So far, the Hot Stove has resembled more of a cold shoulder. Despite some very high profile names, the early transactions this offseason have mostly involved a myriad of middle infielders and back-up catchers. Although the wheeling and dealing should ratchet up a notch during next week’s Winter Meeting, the relative silence to this point has been a little surprising.
Among all the free agents available on the market, Albert Pujols is the cream of the crop. However, with the exception of a recent report about interest from the Cubs, there hasn’t been much talk about where the three-time MVP will wind up. In fact, there was more early speculation surrounding Pujols last year, when he and the Cardinals flirted with a contract extension.
There are two factors complicating Pujols first crack at free agency. The first one is the major market teams either already have a big ticket first baseman (Yankees and Red Sox) or are currently embroiled in a financial morass (Dodgers and Mets). The second factor is the free agency of fellow first baseman Prince Fielder, who is not only four years the junior of Pujols, but, in 2011, actually had a better season with the bat than the Cardinals’ stalwart.
Top-10 Career OPS+ Leaders
Note: Minimum 3,000 plate appearance
Despite some of the concerns about Pujols emerging mortality, it’s worth noting that while his OPS+ of 150 was the lowest of his career, that level of production was still eighth best in the National League (and higher than Fielder’s career rate of 143). That some would consider his 2011 campaign worthy of a red flag indicates how historically spectacular Pujols’ career has been.
Most Seasons as OPS+ League Leader
*Was the leader in both the American and National Leagues.
Only seven players with at least 3,000 major league plate appearances can boast an OPS+ higher than Albert Pujols’ career rate of 170, and all of the names ahead of him qualify for the inner circle of baseball’s immortals. On a per season basis, Pujols has led his league in OPS+ on four different occasions (including three straight seasons from 2008 to 2010), an accomplishment bettered by only 12 other players.
Intuitively, most people have regarded Pujols as the best hitter, if not best player, in the game, at least up until last year. Instead of awarding that title subjectively, however, I thought it might be interesting, and fun, to pass the torch using statistics. For this purpose, OPS+ seemed like the best metric to use. Although there are other statistics like wOBA that better measure overall offensive performance, OPS+ still has the advantage of being more well known, easier to compute, and adjusted for ballpark and era. Also, instead of taking one-year snapshots, sustained periods of excellence seemed more appropriate. Is 10 years the right barometer? That can be debated, but if it’s good enough for the Hall of Fame, it’s good enough for me.
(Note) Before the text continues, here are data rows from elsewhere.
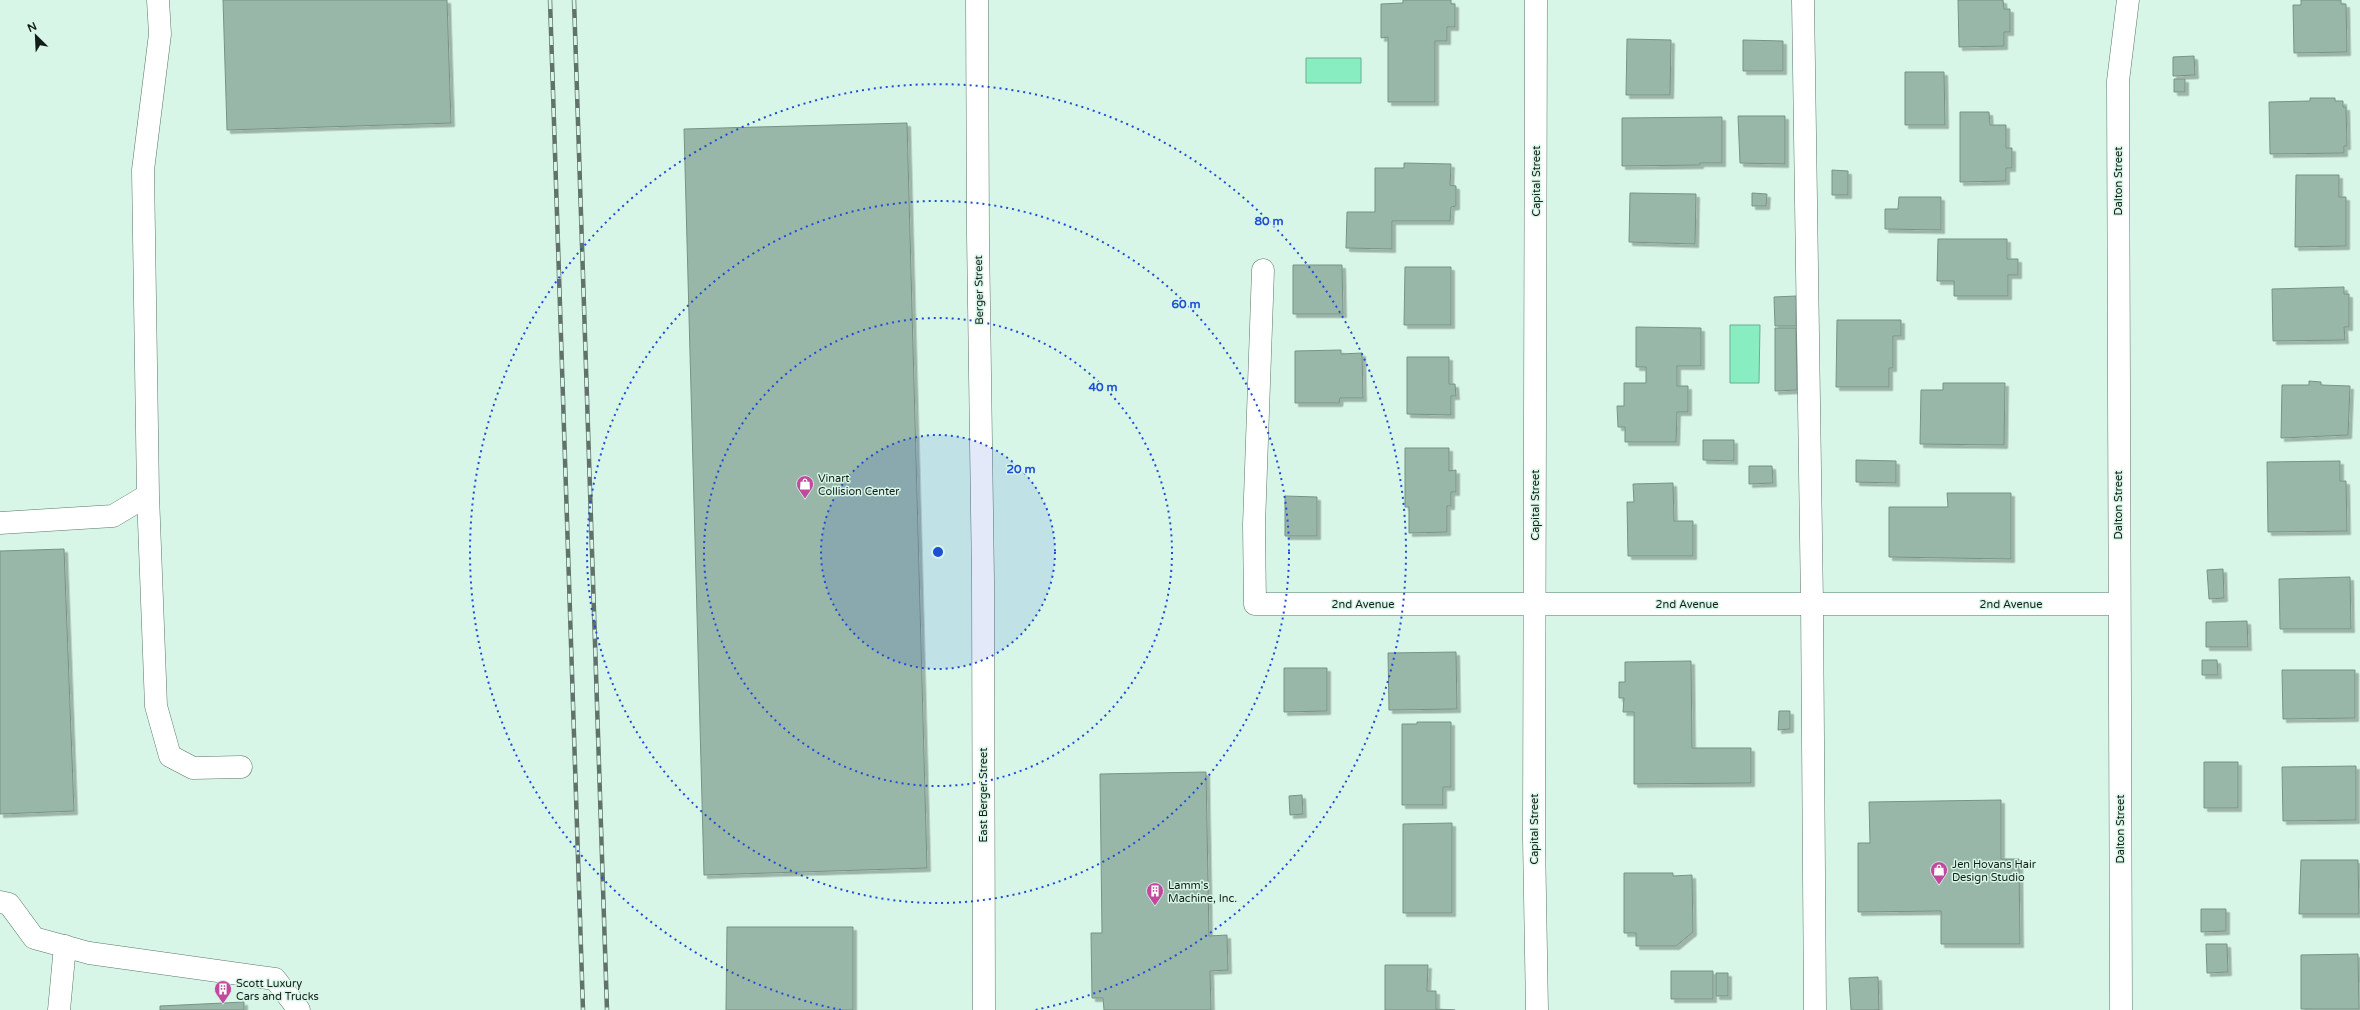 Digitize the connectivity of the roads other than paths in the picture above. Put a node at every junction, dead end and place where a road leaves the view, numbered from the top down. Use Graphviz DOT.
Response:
graph roads {
  1 [pos="158,0"];
  2 [pos="977,0"];
  3 [pos="1536,0"];
  4 [pos="1803,0"];
  5 [pos="2128,0"];
  6 [pos="1263,270"];
  7 [pos="148,495"];
  8 [pos="0,523"];
  9 [pos="983,580"];
  10 [pos="1535,604"];
  11 [pos="1812,604"];
  12 [pos="2118,604"];
  13 [pos="241,767"];
  14 [pos="0,902"];
  15 [pos="65,946"];
  16 [pos="59,1010"];
  17 [pos="299,1010"];
  18 [pos="984,1010"];
  19 [pos="1537,1010"];
  20 [pos="1815,1010"];
  21 [pos="2121,1010"];
  1 -- 7 [label="street"];
  2 -- 9 [label="street, Berger Street"];
  3 -- 10 [label="street, Capital Street"];
  4 -- 11 [label="street"];
  5 -- 12 [label="street, Dalton Street"];
  6 -- 10 [label="street, 2nd Avenue"];
  7 -- 8 [label="street"];
  7 -- 13 [label="street"];
  9 -- 18 [label="street, East Berger Street"];
  10 -- 11 [label="street, 2nd Avenue"];
  10 -- 19 [label="street, Capital Street"];
  11 -- 12 [label="street, 2nd Avenue"];
  11 -- 20 [label="street"];
  12 -- 21 [label="street, Dalton Street"];
  14 -- 15 [label="street"];
  15 -- 16 [label="street"];
  15 -- 17 [label="street"];
}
Based on the chart above, Pujols has been a Diamond King for the past four seasons, joining a royal lineage that began with Nap Lajoie and almost exclusively includes undisputable legends. A quick scan of the list reveals all the names you’d expect to be included: Honus Wagner, Ty Cobb, Rogers Hornsby, Babe Ruth, Lou Gehrig, and so on. However, there are some surprises. Bill Nicholson is probably a name not well known even among many diehard fans, but for three 10-year periods, he ranked as the top hitter in the game. Of course, his era of dominance happened to coincide with World War II, which, at the risk of disparaging his accomplishment, probably explains his inclusion. The only other ranking member of the list who isn’t in the Hall of Fame (excluding those not yet eligible) is Dick Allen, who was the top dog for four 10-year periods. Unlike with Nicholson, however, there is no extenuating circumstance. Allen’s career OPS+ of 156 ranks among the 20 best all-time, which makes his Cooperstown snub one of the most unfortunate.
Two other unlikely names who can lay claim to an OPS+ crown also happen to be former Yankees. Although no one would dispute that Wade Boggs and Rickey Henderson were all-time greats, their presence atop a list that disproportionately favors sluggers is somewhat surprising. Nonetheless, it does help to illustrate how complete their offensive games really were. In many ways, Henderson and Boggs are two of the most underrated Hall of Famers, even though most people hold them in very high regard.
Finally, the biggest surprise from the list above is one who is not included: Ted Williams. If the threshold considered had been 4,000 plate appearances, Teddy Ballgame would have been front and center for most of his career. However, because of his two stints as a fighter pilot in the Marine Corps, the Splendid Splinter never qualified. I like to think his exception proves the rule.
Pujols’ status as one of the greatest hitters in baseball history isn’t exactly a secret, but it’s still impressive to consider his body of work within the context of the all-time greats. Entering his age-32 season, the future first ballot Hall of Famer may no longer be in his prime, but if continues to keep the same company he has enjoyed for his entire career, there’s no reason to think his twilight will be a flicker.
Where will Pujols end his career? In St. Louis? How about Chicago? Pinstripes might look nice. Regardless, Prince Albert remains the King, and my bet is he isn’t yet ready to submit to a succession.